Tamam kızım, geliyoruz. Eee, çocuklar, işte böyle. Şimdi altmış sekiz yaşındayım. Başka şehirler, ülkeler gördüm, farklı insanlar tanıdım. Yeni pek çok anım oldu ama hala ara sıra rüyalarıma girer Gazefer’de uçarak koştuğum zamanlar. Adımımı atar, havada saniyelerce süzülür, diğer ayağımla yere bir an dokunup, uçmaya devam ederim. Nefesim kesilir, içim içime sığmaz, uyanmaktan korkarak anın tadını çıkartırım. Siz bahçede koşup oynadıkça da çok ama çok mutlu oluyorum. Çünkü siz benim gerçekleşen düşlerimsiniz.

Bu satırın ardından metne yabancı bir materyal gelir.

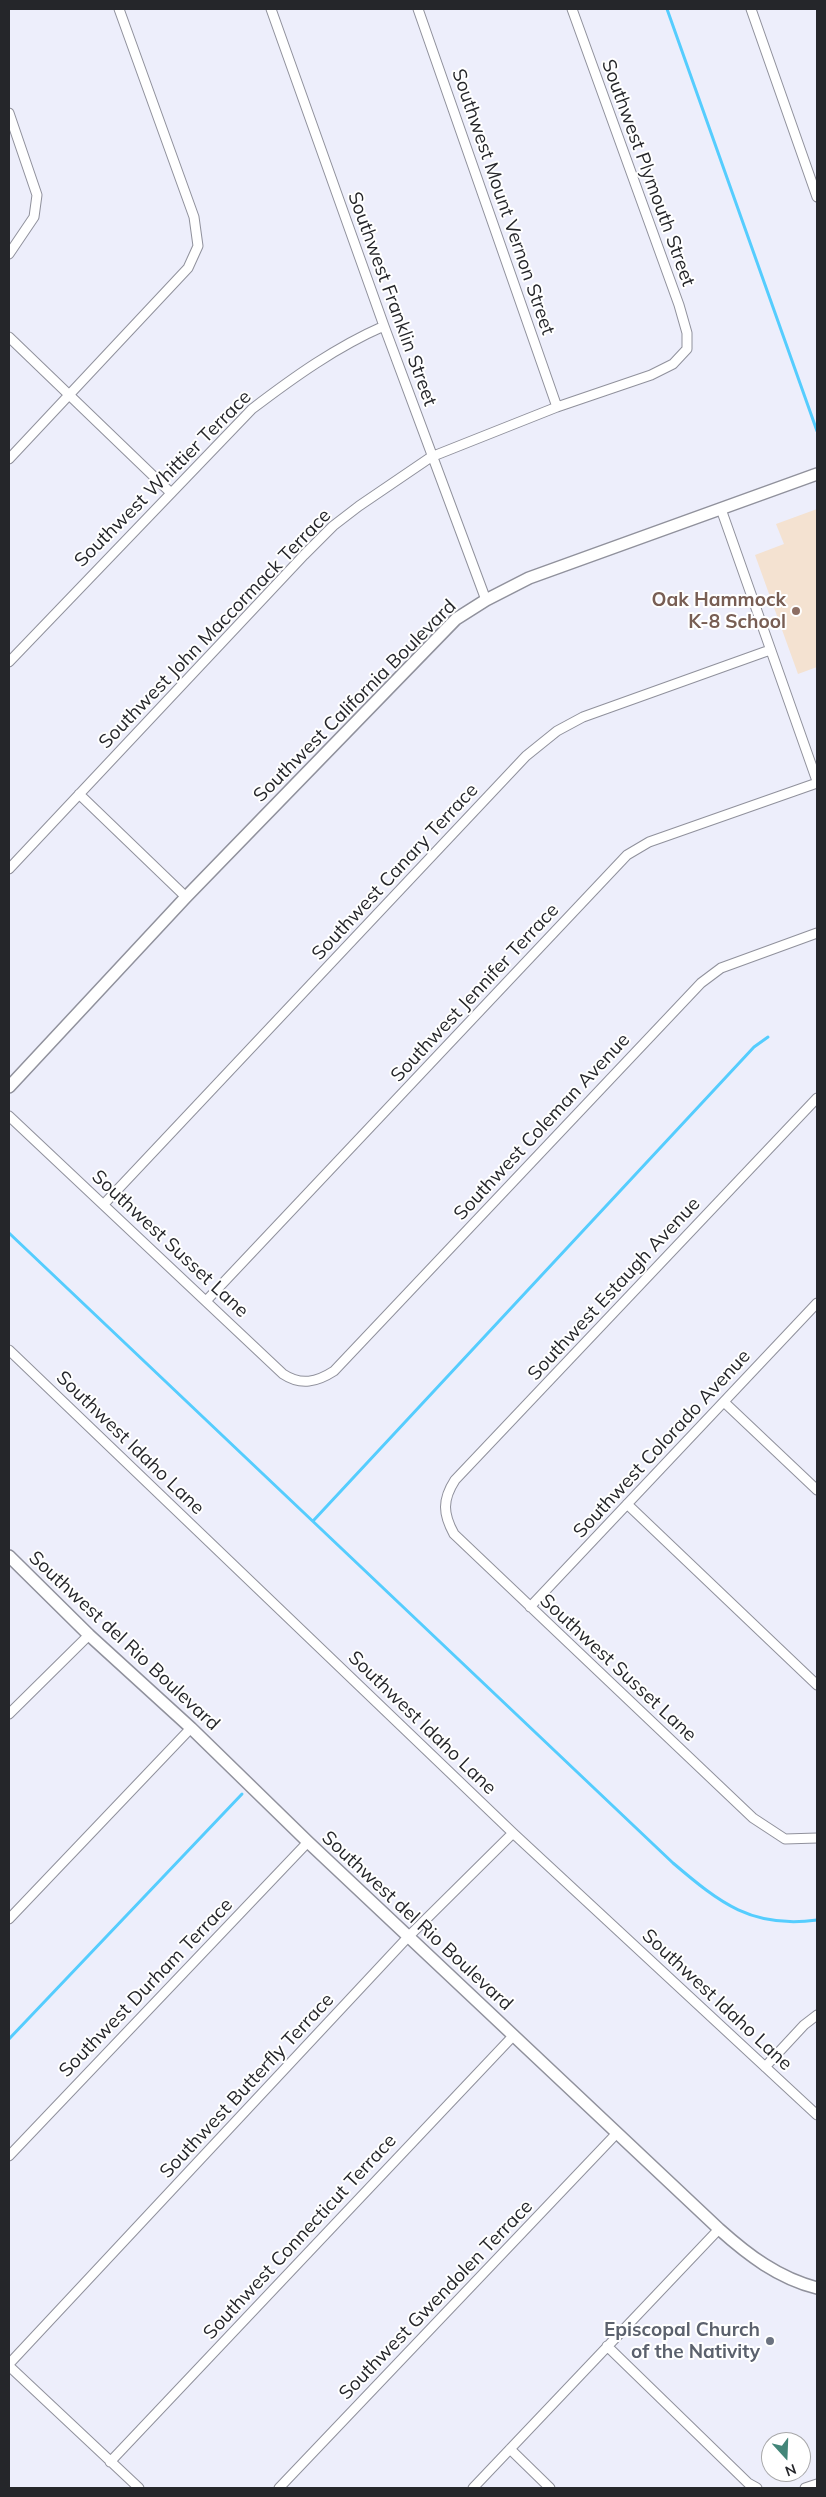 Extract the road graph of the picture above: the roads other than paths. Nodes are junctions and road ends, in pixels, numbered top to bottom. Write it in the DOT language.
graph roads {
  1 [pos="120,9"];
  2 [pos="271,9"];
  3 [pos="418,9"];
  4 [pos="572,9"];
  5 [pos="751,9"];
  6 [pos="9,113"];
  7 [pos="817,197"];
  8 [pos="9,254"];
  9 [pos="384,326"];
  10 [pos="9,337"];
  11 [pos="687,349"];
  12 [pos="70,394"];
  13 [pos="557,407"];
  14 [pos="432,457"];
  15 [pos="9,459"];
  16 [pos="817,474"];
  17 [pos="170,492"];
  18 [pos="721,509"];
  19 [pos="486,600"];
  20 [pos="770,650"];
  21 [pos="9,662"];
  22 [pos="817,782"];
  23 [pos="79,794"];
  24 [pos="9,869"];
  25 [pos="186,897"];
  26 [pos="817,933"];
  27 [pos="9,1087"];
  28 [pos="817,1098"];
  29 [pos="9,1116"];
  30 [pos="104,1204"];
  31 [pos="206,1301"];
  32 [pos="817,1303"];
  33 [pos="9,1350"];
  34 [pos="314,1381"];
  35 [pos="724,1402"];
  36 [pos="817,1490"];
  37 [pos="627,1504"];
  38 [pos="444,1507"];
  39 [pos="9,1556"];
  40 [pos="530,1607"];
  41 [pos="89,1635"];
  42 [pos="817,1685"];
  43 [pos="9,1714"];
  44 [pos="191,1728"];
  45 [pos="513,1833"];
  46 [pos="817,1838"];
  47 [pos="308,1842"];
  48 [pos="9,1919"];
  49 [pos="408,1937"];
  50 [pos="817,2015"];
  51 [pos="514,2035"];
  52 [pos="765,2066"];
  53 [pos="817,2115"];
  54 [pos="617,2133"];
  55 [pos="9,2156"];
  56 [pos="719,2229"];
  57 [pos="817,2288"];
  58 [pos="607,2346"];
  59 [pos="9,2365"];
  60 [pos="510,2449"];
  61 [pos="110,2462"];
  62 [pos="817,2484"];
  63 [pos="139,2488"];
  64 [pos="279,2488"];
  65 [pos="473,2488"];
  66 [pos="550,2488"];
  67 [pos="756,2488"];
  68 [pos="805,2488"];
  1 -- 12 [label="street"];
  2 -- 9 [label="street, Southwest Franklin Street"];
  3 -- 13 [label="street, Southwest Mount Vernon Street"];
  4 -- 11 [label="street, Southwest Plymouth Street"];
  5 -- 7 [label="street"];
  6 -- 8 [label="street"];
  9 -- 14 [label="street, Southwest Franklin Street"];
  9 -- 17 [label="street, Southwest Whittier Terrace"];
  10 -- 12 [label="street"];
  11 -- 13 [label="street, Southwest John Maccormack Terrace"];
  12 -- 15 [label="street"];
  12 -- 17 [label="street"];
  13 -- 14 [label="street, Southwest John Maccormack Terrace"];
  14 -- 19 [label="street, Southwest Franklin Street"];
  14 -- 23 [label="street, Southwest John Maccormack Terrace"];
  16 -- 18 [label="street, Southwest California Boulevard"];
  17 -- 21 [label="street, Southwest Whittier Terrace"];
  18 -- 19 [label="street, Southwest California Boulevard"];
  18 -- 20 [label="street"];
  19 -- 25 [label="street, Southwest California Boulevard"];
  20 -- 22 [label="street"];
  20 -- 30 [label="street, Southwest Canary Terrace"];
  22 -- 31 [label="street, Southwest Jennifer Terrace"];
  23 -- 24 [label="street, Southwest John Maccormack Terrace"];
  23 -- 25 [label="street"];
  25 -- 27 [label="street, Southwest California Boulevard"];
  26 -- 34 [label="street, Southwest Coleman Avenue"];
  28 -- 38 [label="street, Southwest Estaugh Avenue"];
  29 -- 30 [label="street, Southwest Susset Lane"];
  30 -- 31 [label="street, Southwest Susset Lane"];
  31 -- 34 [label="street, Southwest Susset Lane"];
  32 -- 35 [label="street, Southwest Colorado Avenue"];
  33 -- 45 [label="street, Southwest Idaho Lane"];
  35 -- 36 [label="street"];
  35 -- 37 [label="street, Southwest Colorado Avenue"];
  37 -- 40 [label="street, Southwest Colorado Avenue"];
  37 -- 42 [label="street"];
  38 -- 40 [label="street, Southwest Susset Lane"];
  39 -- 41 [label="street, Southwest del Rio Boulevard"];
  40 -- 46 [label="street, Southwest Susset Lane"];
  41 -- 43 [label="street"];
  41 -- 44 [label="street, Southwest del Rio Boulevard"];
  44 -- 47 [label="street, Southwest del Rio Boulevard"];
  44 -- 48 [label="street"];
  45 -- 49 [label="street, Southwest Butterfly Terrace"];
  45 -- 52 [label="street, Southwest Idaho Lane"];
  47 -- 49 [label="street, Southwest del Rio Boulevard"];
  47 -- 55 [label="street, Southwest Durham Terrace"];
  49 -- 51 [label="street, Southwest del Rio Boulevard"];
  49 -- 59 [label="street, Southwest Butterfly Terrace"];
  50 -- 52 [label="street"];
  51 -- 54 [label="street, Southwest del Rio Boulevard"];
  51 -- 61 [label="street, Southwest Connecticut Terrace"];
  52 -- 53 [label="street, Southwest Idaho Lane"];
  54 -- 56 [label="street, Southwest del Rio Boulevard"];
  54 -- 64 [label="street, Southwest Gwendolen Terrace"];
  56 -- 57 [label="street, Southwest del Rio Boulevard"];
  56 -- 58 [label="street"];
  58 -- 60 [label="street"];
  58 -- 67 [label="street"];
  59 -- 61 [label="street"];
  60 -- 65 [label="street"];
  60 -- 66 [label="street"];
  61 -- 63 [label="street"];
  62 -- 68 [label="street"];
}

Annem tekrar çağırınca sandalyesinden kalktı dedem ve birlikte sofraya gittik. Yolda ikimizi iki yanına alıp, okşaya okşaya götürdü mutfağa kadar. Annem yine çok güzel yemekler yapmıştı. Babam da yaptığı salatayı öve öve bitirememişti. Gülmekten gözlerimizden yaş gelmişti.
Seninle geçirdiğimiz son akşamın bu kadar güzel olmasını, kalbinin güzelliğine bağlıyorum ve seni Gazefer’in yokuşunda uçarken hayal ediyorum. Dedem. Seni çok özlüyorum.